→ **TASK TO CARRY OUT**
Your task is to transcribe the records exactly, skipping every image.

→ **Records drawn from a dataset**
● ● ● ●
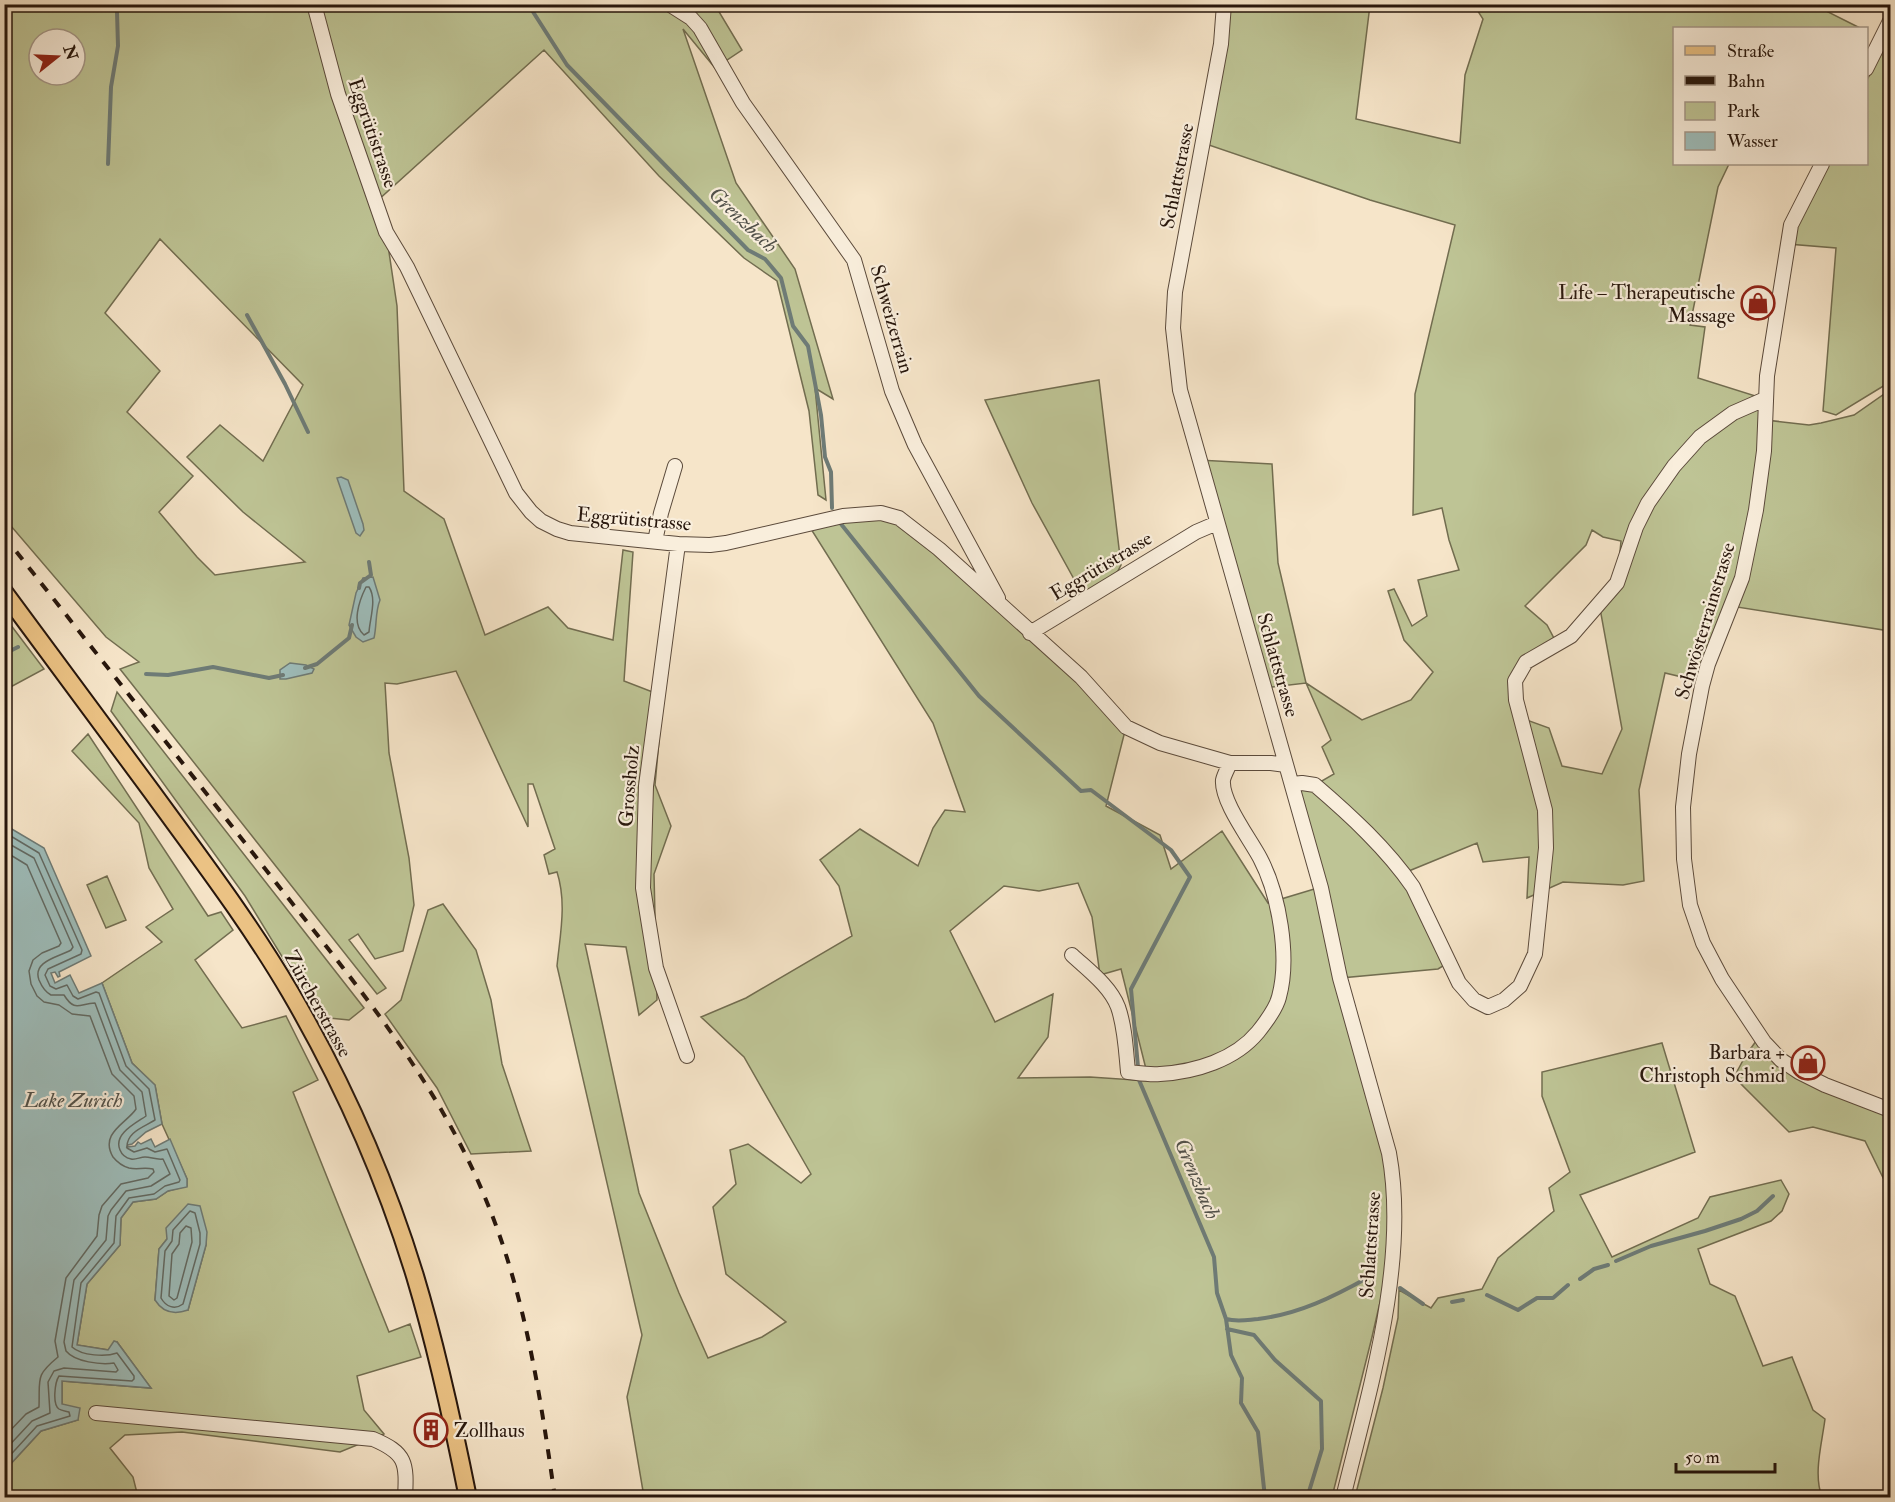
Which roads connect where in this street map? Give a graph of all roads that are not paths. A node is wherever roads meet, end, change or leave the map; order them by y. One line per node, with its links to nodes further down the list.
1 (314, 4): 10 (street, Eggrütistrasse)
2 (669, 4): 13 (street, Schweizerrain)
3 (1224, 4): 9 (street, Schlattstrasse)
4 (1890, 21): 5 (street)
5 (1868, 65)
6 (1821, 165): 7 (street, Schwösterrainstrasse)
7 (1765, 399): 17 (street); 20 (street, Schwösterrainstrasse)
8 (675, 466): 10 (street)
9 (1217, 523): 14 (street, Eggrütistrasse); 16 (street, Schlattstrasse)
10 (655, 541): 11 (street, Eggrütistrasse)
11 (678, 544): 13 (street, Eggrütistrasse); 19 (street, Grossholz)
12 (4, 592): 23 (main road, Zürcherstrasse)
13 (1003, 608): 14 (street, Eggrütistrasse)
14 (1030, 633): 15 (street)
15 (1230, 763): 16 (street); 18 (street)
16 (1286, 765): 17 (street, Schlattstrasse)
17 (1292, 784): 24 (street, Schlattstrasse)
18 (1072, 955)
19 (687, 1056)
20 (1890, 1110)
21 (96, 1413): 22 (street)
22 (405, 1497)
23 (468, 1497)
24 (1343, 1497)

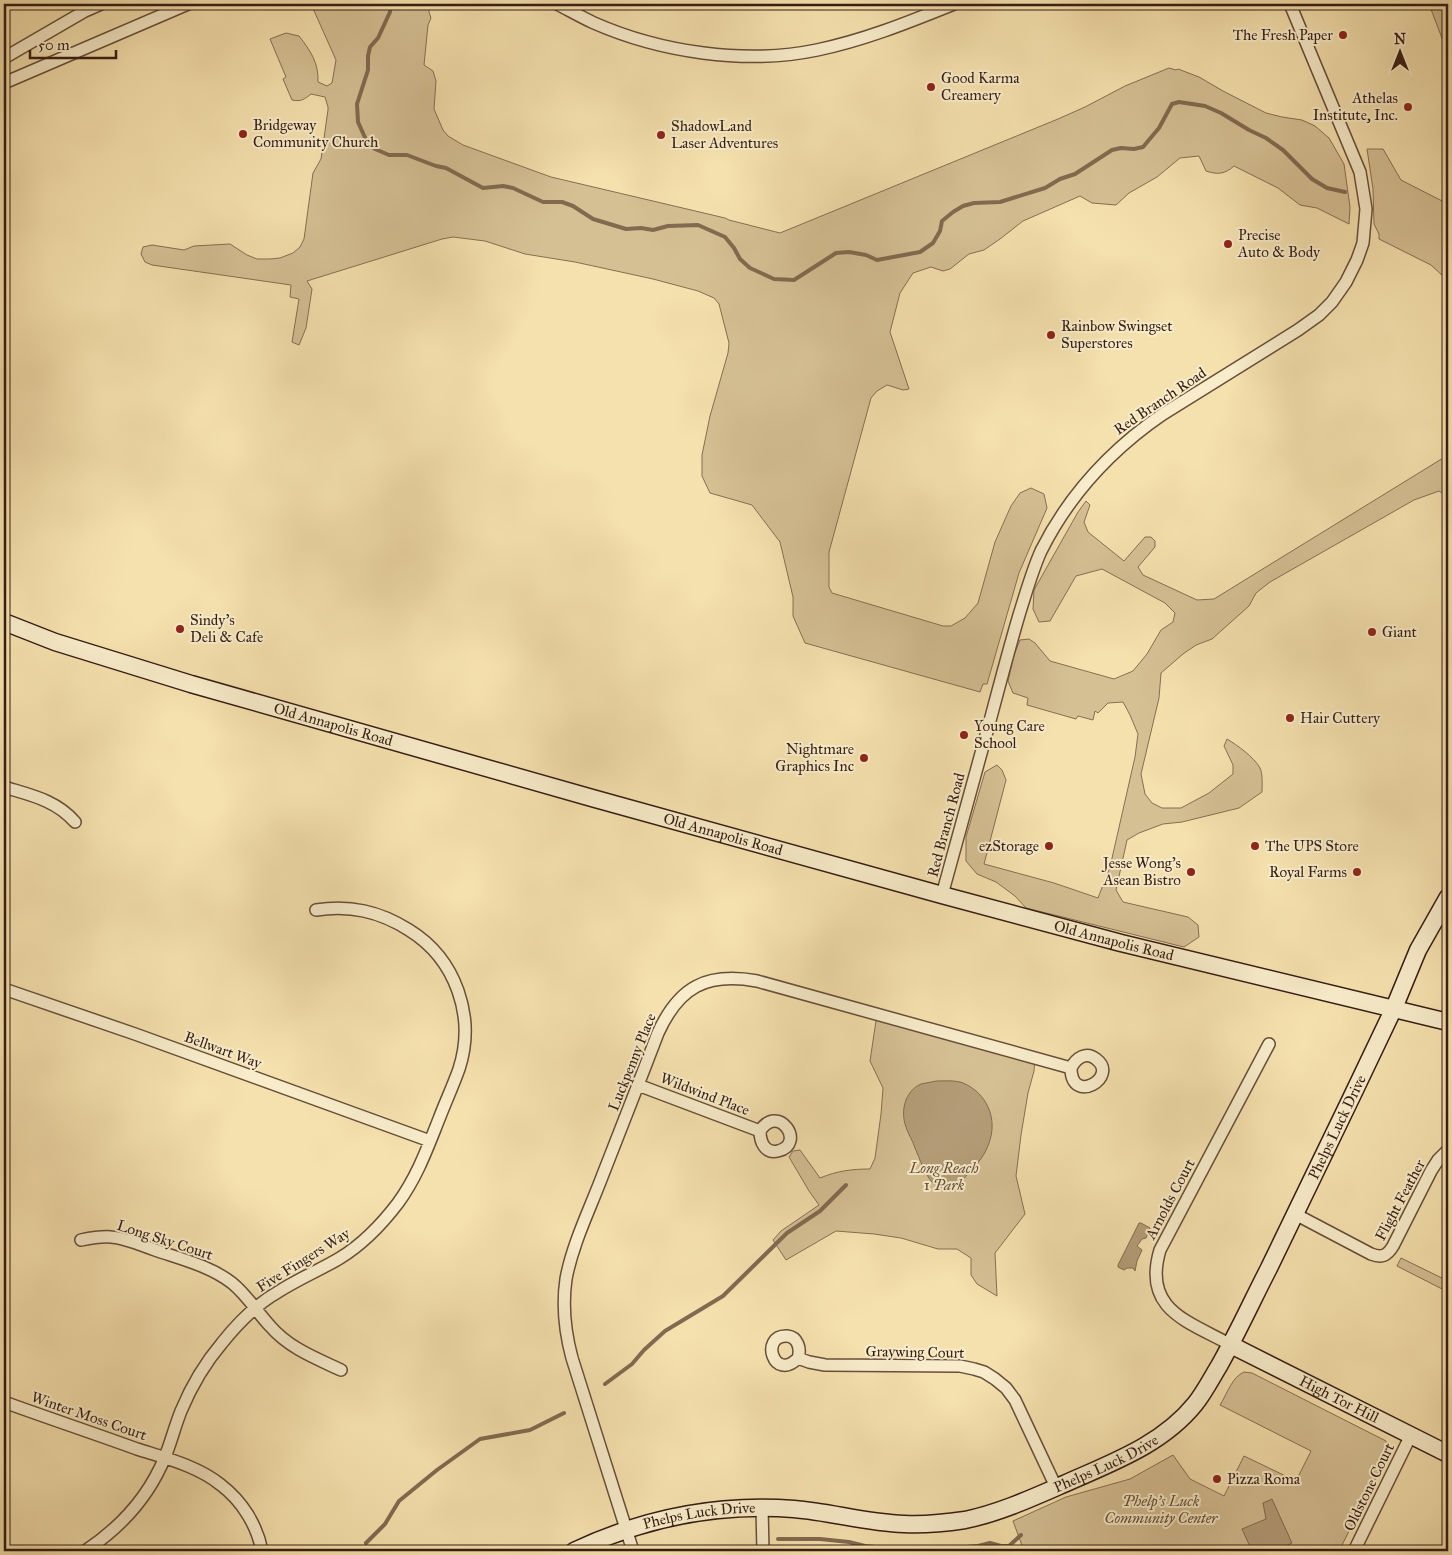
● ● ● ●
→ **ANSWER TO THIS TASK**
Which roads connect where in this street map? Give a graph of all roads that are not paths. A node is wherever roads meet, end, change or leave the map; order them by y. One line per node, with its links to nodes further down the list.
1 (314, 4): 10 (street, Eggrütistrasse)
2 (669, 4): 13 (street, Schweizerrain)
3 (1224, 4): 9 (street, Schlattstrasse)
4 (1890, 21): 5 (street)
5 (1868, 65)
6 (1821, 165): 7 (street, Schwösterrainstrasse)
7 (1765, 399): 17 (street); 20 (street, Schwösterrainstrasse)
8 (675, 466): 10 (street)
9 (1217, 523): 14 (street, Eggrütistrasse); 16 (street, Schlattstrasse)
10 (655, 541): 11 (street, Eggrütistrasse)
11 (678, 544): 13 (street, Eggrütistrasse); 19 (street, Grossholz)
12 (4, 592): 23 (main road, Zürcherstrasse)
13 (1003, 608): 14 (street, Eggrütistrasse)
14 (1030, 633): 15 (street)
15 (1230, 763): 16 (street); 18 (street)
16 (1286, 765): 17 (street, Schlattstrasse)
17 (1292, 784): 24 (street, Schlattstrasse)
18 (1072, 955)
19 (687, 1056)
20 (1890, 1110)
21 (96, 1413): 22 (street)
22 (405, 1497)
23 (468, 1497)
24 (1343, 1497)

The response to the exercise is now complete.